[What to produce]: Report each line of the records where "meet" occurs.

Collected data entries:
——
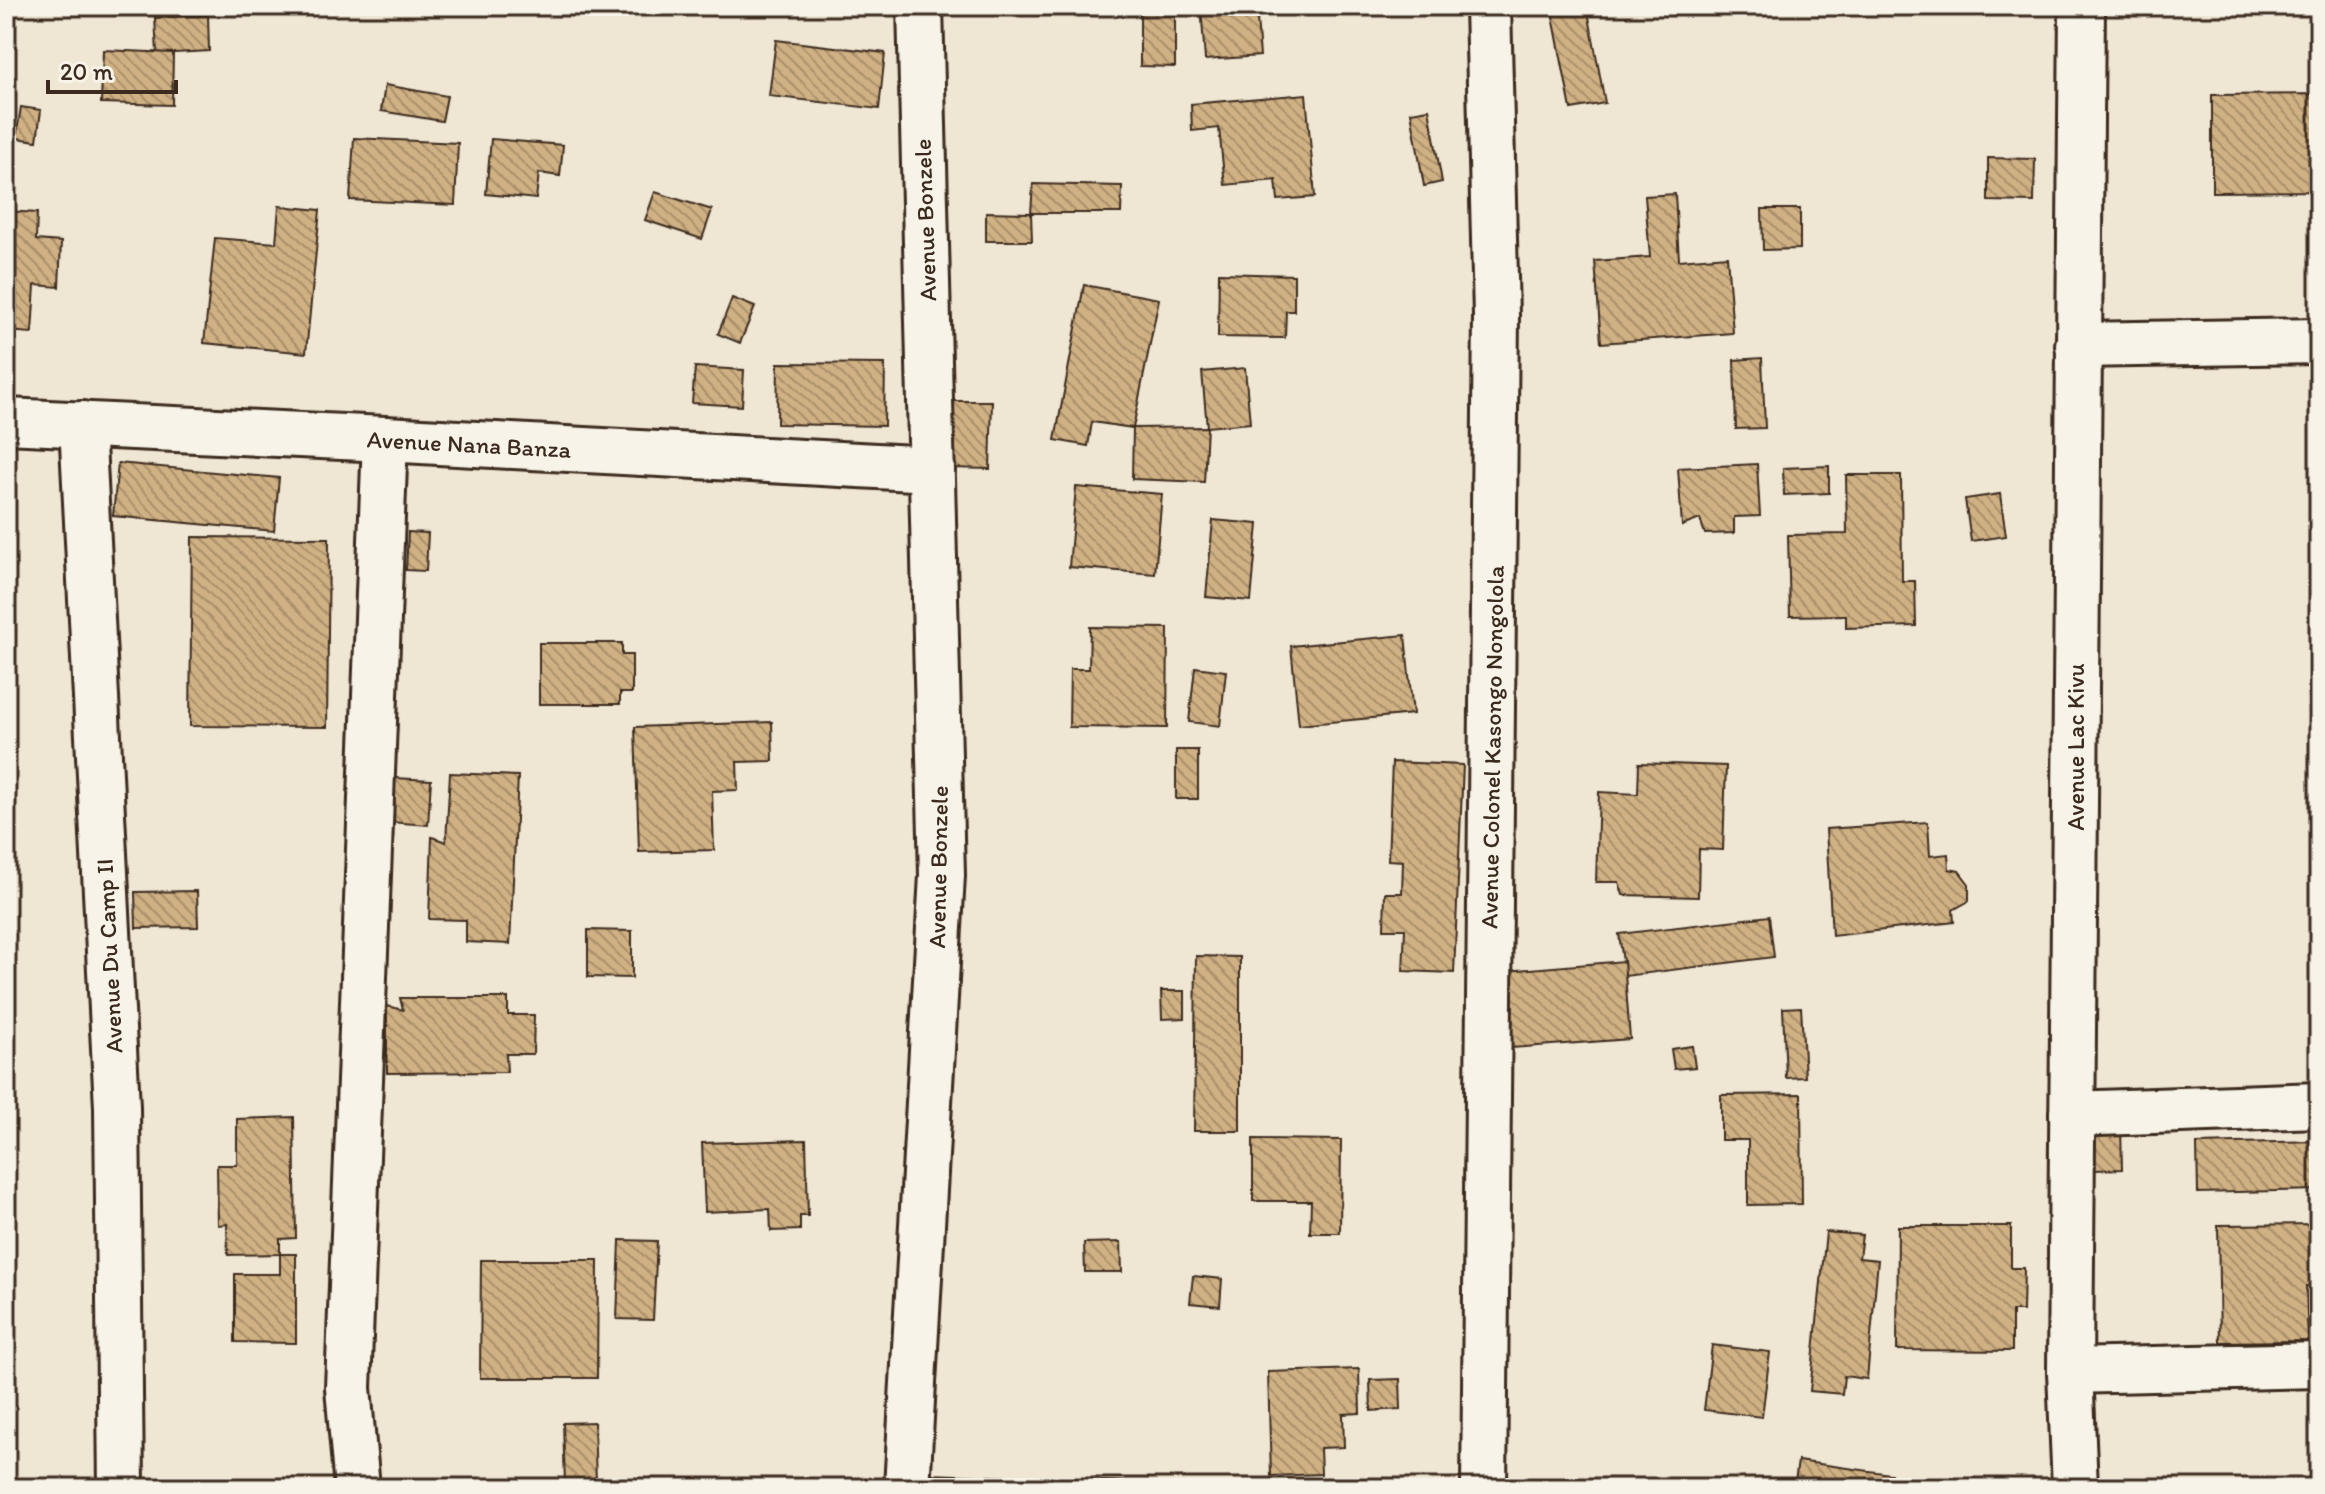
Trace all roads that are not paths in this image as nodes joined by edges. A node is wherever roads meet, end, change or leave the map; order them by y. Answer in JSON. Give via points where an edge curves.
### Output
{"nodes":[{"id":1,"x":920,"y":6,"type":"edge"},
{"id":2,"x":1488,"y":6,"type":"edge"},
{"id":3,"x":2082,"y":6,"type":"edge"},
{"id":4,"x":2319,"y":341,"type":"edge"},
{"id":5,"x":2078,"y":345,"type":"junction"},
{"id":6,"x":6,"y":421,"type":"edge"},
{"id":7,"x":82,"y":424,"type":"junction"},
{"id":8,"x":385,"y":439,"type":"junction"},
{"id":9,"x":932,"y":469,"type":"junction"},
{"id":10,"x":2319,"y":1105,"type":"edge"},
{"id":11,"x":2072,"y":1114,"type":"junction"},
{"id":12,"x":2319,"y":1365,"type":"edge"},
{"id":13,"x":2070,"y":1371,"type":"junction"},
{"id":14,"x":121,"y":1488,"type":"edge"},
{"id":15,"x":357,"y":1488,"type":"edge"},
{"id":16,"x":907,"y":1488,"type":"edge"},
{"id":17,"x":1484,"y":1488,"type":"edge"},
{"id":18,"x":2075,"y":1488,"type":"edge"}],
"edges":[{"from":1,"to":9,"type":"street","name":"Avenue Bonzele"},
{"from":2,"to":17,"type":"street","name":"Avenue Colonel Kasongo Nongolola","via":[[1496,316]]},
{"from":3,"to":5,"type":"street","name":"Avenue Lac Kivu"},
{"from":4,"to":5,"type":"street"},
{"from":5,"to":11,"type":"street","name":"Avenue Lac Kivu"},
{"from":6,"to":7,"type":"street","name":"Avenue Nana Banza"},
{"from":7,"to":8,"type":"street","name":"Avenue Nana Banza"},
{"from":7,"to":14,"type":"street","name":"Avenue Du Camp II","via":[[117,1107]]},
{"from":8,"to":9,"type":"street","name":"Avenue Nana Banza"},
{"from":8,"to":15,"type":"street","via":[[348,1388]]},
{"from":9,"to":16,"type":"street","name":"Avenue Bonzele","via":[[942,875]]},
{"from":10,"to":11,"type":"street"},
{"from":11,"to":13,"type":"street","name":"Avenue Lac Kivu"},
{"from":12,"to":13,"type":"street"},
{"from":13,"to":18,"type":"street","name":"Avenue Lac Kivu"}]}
——
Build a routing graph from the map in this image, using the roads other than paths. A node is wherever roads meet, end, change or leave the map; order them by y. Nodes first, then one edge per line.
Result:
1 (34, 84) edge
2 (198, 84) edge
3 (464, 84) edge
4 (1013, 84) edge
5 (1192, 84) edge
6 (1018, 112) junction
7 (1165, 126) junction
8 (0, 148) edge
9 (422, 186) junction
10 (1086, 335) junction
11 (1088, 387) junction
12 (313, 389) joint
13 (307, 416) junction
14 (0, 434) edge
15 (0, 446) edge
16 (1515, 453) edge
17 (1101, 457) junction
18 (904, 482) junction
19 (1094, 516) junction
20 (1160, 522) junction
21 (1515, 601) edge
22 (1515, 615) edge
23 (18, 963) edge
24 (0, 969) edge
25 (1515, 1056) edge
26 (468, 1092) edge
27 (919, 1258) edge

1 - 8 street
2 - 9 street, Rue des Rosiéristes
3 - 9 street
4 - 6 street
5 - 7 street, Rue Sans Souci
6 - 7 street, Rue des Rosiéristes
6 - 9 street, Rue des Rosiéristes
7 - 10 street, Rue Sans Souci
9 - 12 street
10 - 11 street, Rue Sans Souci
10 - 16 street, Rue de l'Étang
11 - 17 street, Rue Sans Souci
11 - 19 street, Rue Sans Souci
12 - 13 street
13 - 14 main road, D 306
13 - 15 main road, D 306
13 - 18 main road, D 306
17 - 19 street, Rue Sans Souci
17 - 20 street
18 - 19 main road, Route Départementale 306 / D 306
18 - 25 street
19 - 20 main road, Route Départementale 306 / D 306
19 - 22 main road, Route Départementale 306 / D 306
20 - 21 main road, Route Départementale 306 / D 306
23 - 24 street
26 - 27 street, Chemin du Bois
——
[Response to this task]:
Trace all roads that are not paths in this image as nodes joined by edges. A node is wherever roads meet, end, change or leave the map; order them by y. Answer in JSON. Give via points where an edge curves.
Build a routing graph from the map in this image, using the roads other than paths. A node is wherever roads meet, end, change or leave the map; order them by y. Nodes first, then one edge per line.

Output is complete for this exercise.